AGRICULTURA SUSTENTÁVEL

Um café orgânico, saboroso e que ajuda a regenerar o solo em Campinas

Grãos são cultivados em meio a árvores nativas e frutíferas em sítio do distrito de Sousas

Cibele Vieira
13/08/2022 às 06:01.
Atualizado em 13/08/2022 às 06:01
O dentista Cid Manicardi, que transformou em realidade o sonho de praticar e difundir a agricultura sustentável: no sítio Flor da Lua, de sua propriedade, o café brota em meio a pés de bananeiras (Kamá Ribeiro)

O dentista Cid Manicardi, que transformou em realidade o sonho de praticar e difundir a agricultura sustentável: no sítio Flor da Lua, de sua propriedade, o café brota em meio a pés de bananeiras (Kamá Ribeiro)

O que começou como um modo de vida idealizado virou realidade, na forma de um negócio inédito e sustentável. Campinas ganhou, nas serras do distrito de Sousas, o primeiro cultivo de café orgânico da cidade, em sistema agroflorestal. O sonho do dentista e professor universitário Cid Manicardi transformou-se em modelo de agricultura sustentável. O seu sítio "Flor da Lua" ganhou status de projeto experimental - em curso há 17 anos - que comprova a viabilidade de uma forma de agricultura regenerativa e biodiversa, que além da visão ambiental também agrega uma preocupação social. 

"Nosso trabalho pretende se unir a outros movimentos e contribuir para o fomento da recuperação de solos degradados, pela adoção de métodos de agricultura orgânica e similares que gerem biodiversidade, fixação e ampliação da população rural com impacto socioambiental positivo e sustentável", diz Cid Manicardi. Ele comprovou que isso é possível com sua determinação de ter um café campineiro, orgânico, agroecológico, cujo manejo do solo regenera a vida e refloresta a região. Agora, ele tem participado de intercâmbios técnicos para compartilhamento de experiências e conhecimento com outros produtores. 

Entre árvores e bananas 

Quem chega ao sítio logo percebe um cafezal diferente. Entre os pés de café cultivados no topo da montanha, são plantadas árvores nativas de várias espécies para ajudar o solo a se manter fértil. As bananeiras são inseridas entre as linhas formadas pelos pés de café - organizados cuidadosamente em curvas de nível para evitar enxurradas e erosão - e suas folhas são deixadas para compor o solo em forma de adubo (compostagem).
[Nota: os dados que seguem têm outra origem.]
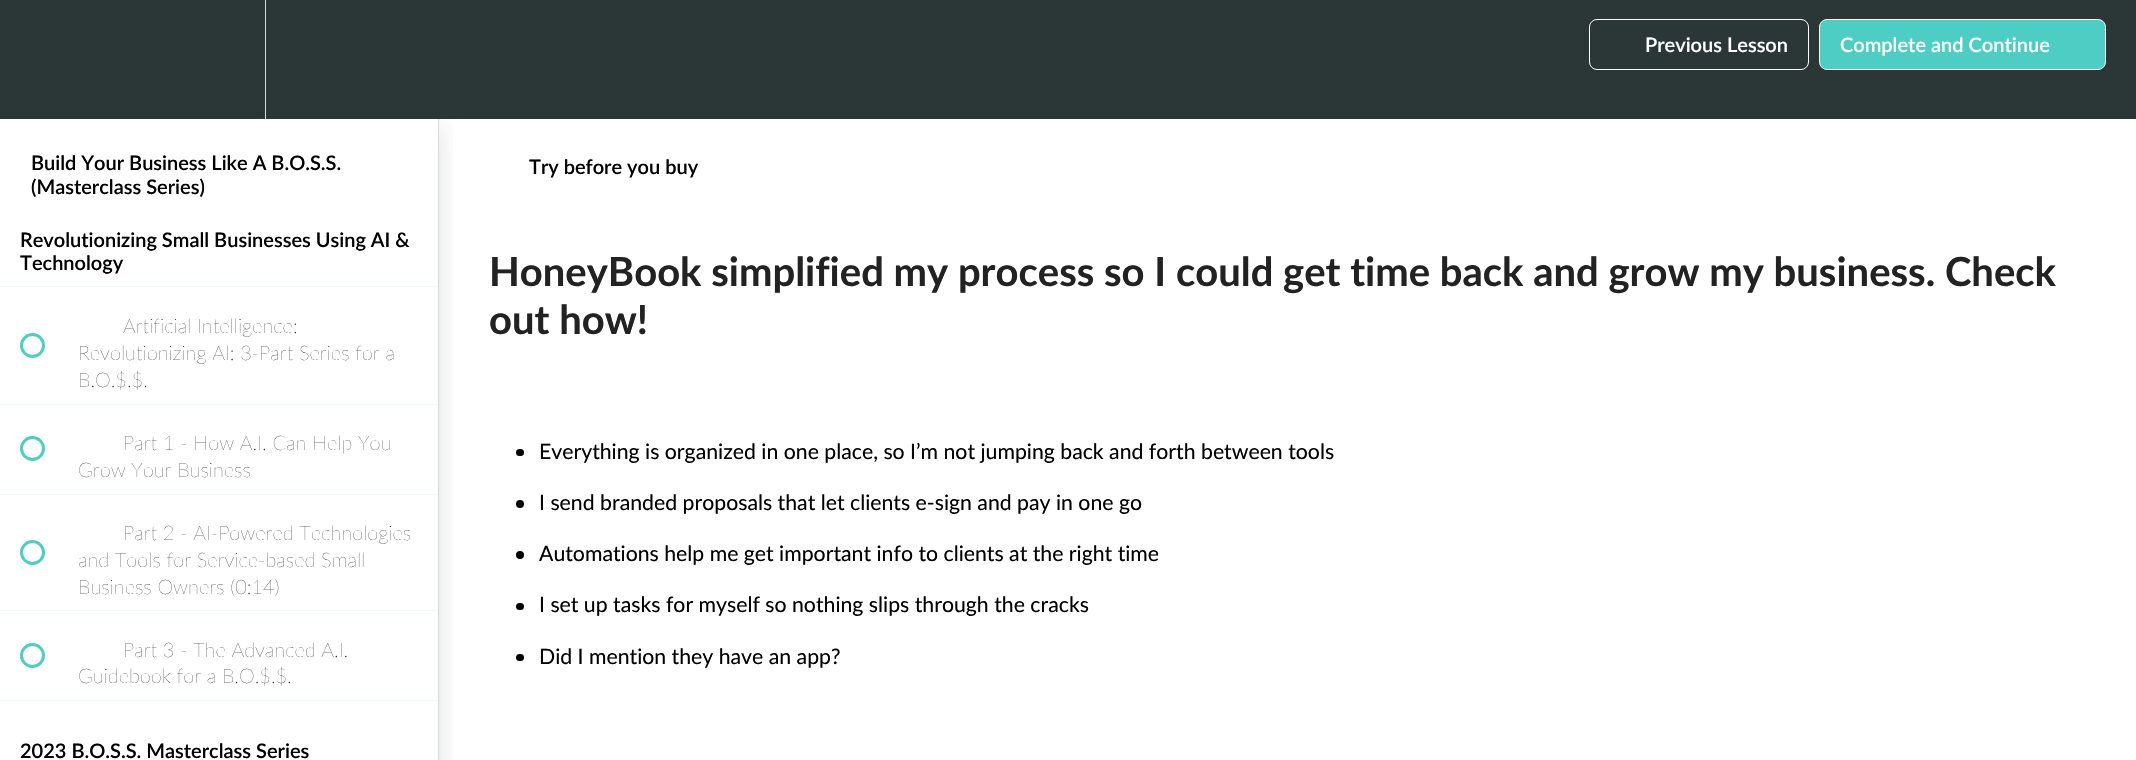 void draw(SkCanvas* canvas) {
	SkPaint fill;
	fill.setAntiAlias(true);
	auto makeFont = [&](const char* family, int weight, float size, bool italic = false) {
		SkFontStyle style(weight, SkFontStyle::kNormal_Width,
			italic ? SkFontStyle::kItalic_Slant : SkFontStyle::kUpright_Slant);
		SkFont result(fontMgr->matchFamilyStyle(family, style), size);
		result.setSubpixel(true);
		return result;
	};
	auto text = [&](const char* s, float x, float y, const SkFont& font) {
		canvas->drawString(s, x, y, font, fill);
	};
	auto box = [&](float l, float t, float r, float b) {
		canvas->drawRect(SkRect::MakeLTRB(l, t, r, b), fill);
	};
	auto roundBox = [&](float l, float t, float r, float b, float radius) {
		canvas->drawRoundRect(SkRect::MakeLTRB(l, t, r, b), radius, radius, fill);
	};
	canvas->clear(0xFFFFFFFF);
	canvas->save();
	canvas->clipRect(SkRect::MakeLTRB(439, 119, 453, 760));
	fill.setColor(0x2620272D);
	fill.setMaskFilter(SkMaskFilter::MakeBlur(kNormal_SkBlurStyle, 12.5f));
	canvas->drawRect(SkRect::MakeLTRB(0, 126, 439, 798), fill);
	fill.setMaskFilter(nullptr);
	canvas->restore();
	fill.setColor(0xFF2B3636);
	box(0, 0, 2136, 119);
	fill.setColor(0xFFD7DADB);
	box(265, 0, 266, 119);
	fill.setStyle(SkPaint::kStroke_Style);
	fill.setStrokeWidth(1);
	fill.setColor(0xFFFFFFFF);
	canvas->drawRoundRect(SkRect::MakeLTRB(1589.5f, 19.5f, 1808.5f, 69.5f), 7.5f, 7.5f, fill);
	fill.setStyle(SkPaint::kFill_Style);
	fill.setColor(0xFF4ECDC4);
	canvas->drawRoundRect(SkRect::MakeLTRB(1819.5f, 19.5f, 2105.5f, 69.5f), 7.5f, 7.5f, fill);
	fill.setStyle(SkPaint::kStroke_Style);
	fill.setColor(0xFFFFFFFF);
	canvas->drawRoundRect(SkRect::MakeLTRB(1819.5f, 19.5f, 2105.5f, 69.5f), 7.5f, 7.5f, fill);
	fill.setStyle(SkPaint::kFill_Style);
	fill.setColor(0xFFD7DADB);
	box(438, 119, 439, 760);
	fill.setColor(0xFFEDFAF9);
	box(0, 286, 438, 287);
	box(0, 404, 438, 405);
	fill.setStyle(SkPaint::kStroke_Style);
	fill.setStrokeWidth(3);
	fill.setColor(0xFF4ECDC4);
	canvas->drawCircle(32.5f, 345.5f, 11, fill);
	fill.setStyle(SkPaint::kFill_Style);
	fill.setColor(0xFFEDFAF9);
	box(0, 494, 438, 495);
	fill.setStyle(SkPaint::kStroke_Style);
	fill.setColor(0xFF4ECDC4);
	canvas->drawCircle(32.5f, 448.5f, 11, fill);
	fill.setStyle(SkPaint::kFill_Style);
	fill.setColor(0xFFEDFAF9);
	box(0, 610, 438, 611);
	fill.setStyle(SkPaint::kStroke_Style);
	fill.setColor(0xFF4ECDC4);
	canvas->drawCircle(32.5f, 552.5f, 11, fill);
	fill.setStyle(SkPaint::kFill_Style);
	fill.setColor(0xFFEDFAF9);
	box(0, 700, 438, 701);
	fill.setStyle(SkPaint::kStroke_Style);
	fill.setColor(0xFF4ECDC4);
	canvas->drawCircle(32.5f, 655.5f, 11, fill);
	fill.setStyle(SkPaint::kFill_Style);
	fill.setColor(0xFF000000);
	roundBox(516, 449, 524, 456, 3.5f);
	canvas->drawCircle(520, 504, 4, fill);
	canvas->drawCircle(520, 555, 4, fill);
	roundBox(516, 603, 524, 610, 3.5f);
	roundBox(516, 654, 524, 661, 3.5f);
	auto font1 = makeFont("Lato", 600, 20);
	fill.setColor(0xFFFFFFFF);
	text("Previous Lesson", 1645, 52, font1);
	text("Complete and Continue", 1840, 52, font1);
	fill.setColor(0xFF000000);
	text("Build Your Business Like A B.O.S.S.", 31, 170, font1);
	text("(Masterclass Series)", 31, 194, font1);
	text("Revolutionizing Small Businesses Using AI &", 20, 247, font1);
	text("Technology", 20, 270, font1);
	auto font2 = makeFont("Lato", 200, 20);
	fill.setColor(0xFF1A1A1A);
	text("Artificial Intelligence:", 123, 333, font2);
	text("Revolutionizing AI: 3-Part Series for a", 78, 360, font2);
	text("B.O.$.$.", 78, 387, font2);
	text("Part 1 - How A.I. Can Help You", 123, 450, font2);
	text("Grow Your Business", 78, 477, font2);
	text("Part 2 - AI-Powered Technologies", 123, 540, font2);
	text("and Tools for Service-based Small", 78, 567, font2);
	text("Business Owners (0:14)", 78, 594, font2);
	text("Part 3 - The Advanced A.I.", 123, 657, font2);
	text("Guidebook for a B.O.$.$.", 78, 683, font2);
	fill.setColor(0xFF000000);
	text("2023 B.O.S.S. Masterclass Series", 20, 758, font1);
	text("Try before you buy", 529, 174, font1);
	auto font3 = makeFont("Lato", 700, 40);
	fill.setColor(0xFF222222);
	text("HoneyBook simplified my process so I could get time back and grow my business. Check", 489, 286, font3);
	text("out how!", 489, 334, font3);
	auto font4 = makeFont("Lato", 400, 21.25f);
	fill.setColor(0xFF000000);
	text("Everything is organized in one place, so I’m not jumping back and forth between tools", 539, 459, font4);
	text("I send branded proposals that let clients e-sign and pay in one go", 539, 510, font4);
	text("Automations help me get important info to clients at the right time", 539, 561, font4);
	text("I set up tasks for myself so nothing slips through the cracks", 539, 612, font4);
	text("Did I mention they have an app?", 539, 664, font4);
}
Abacate, palmito pupunha e limão são algumas das árvores também presentes no meio do cafezal. A cada quatro linhas de café, vem uma linha de frutíferas. E a cada dois metros, surge uma "árvore de serviço", também chamada de "adubadeira", porque recebe três podas ao ano para que seus galhos e folhas sejam incorporadas ao solo como adubação e como forma de manter a umidade. O secador, onde os grãos descansam depois da colheita, é solar e garante uma secagem limpa e uniforme, contribuindo para a qualidade final do produto.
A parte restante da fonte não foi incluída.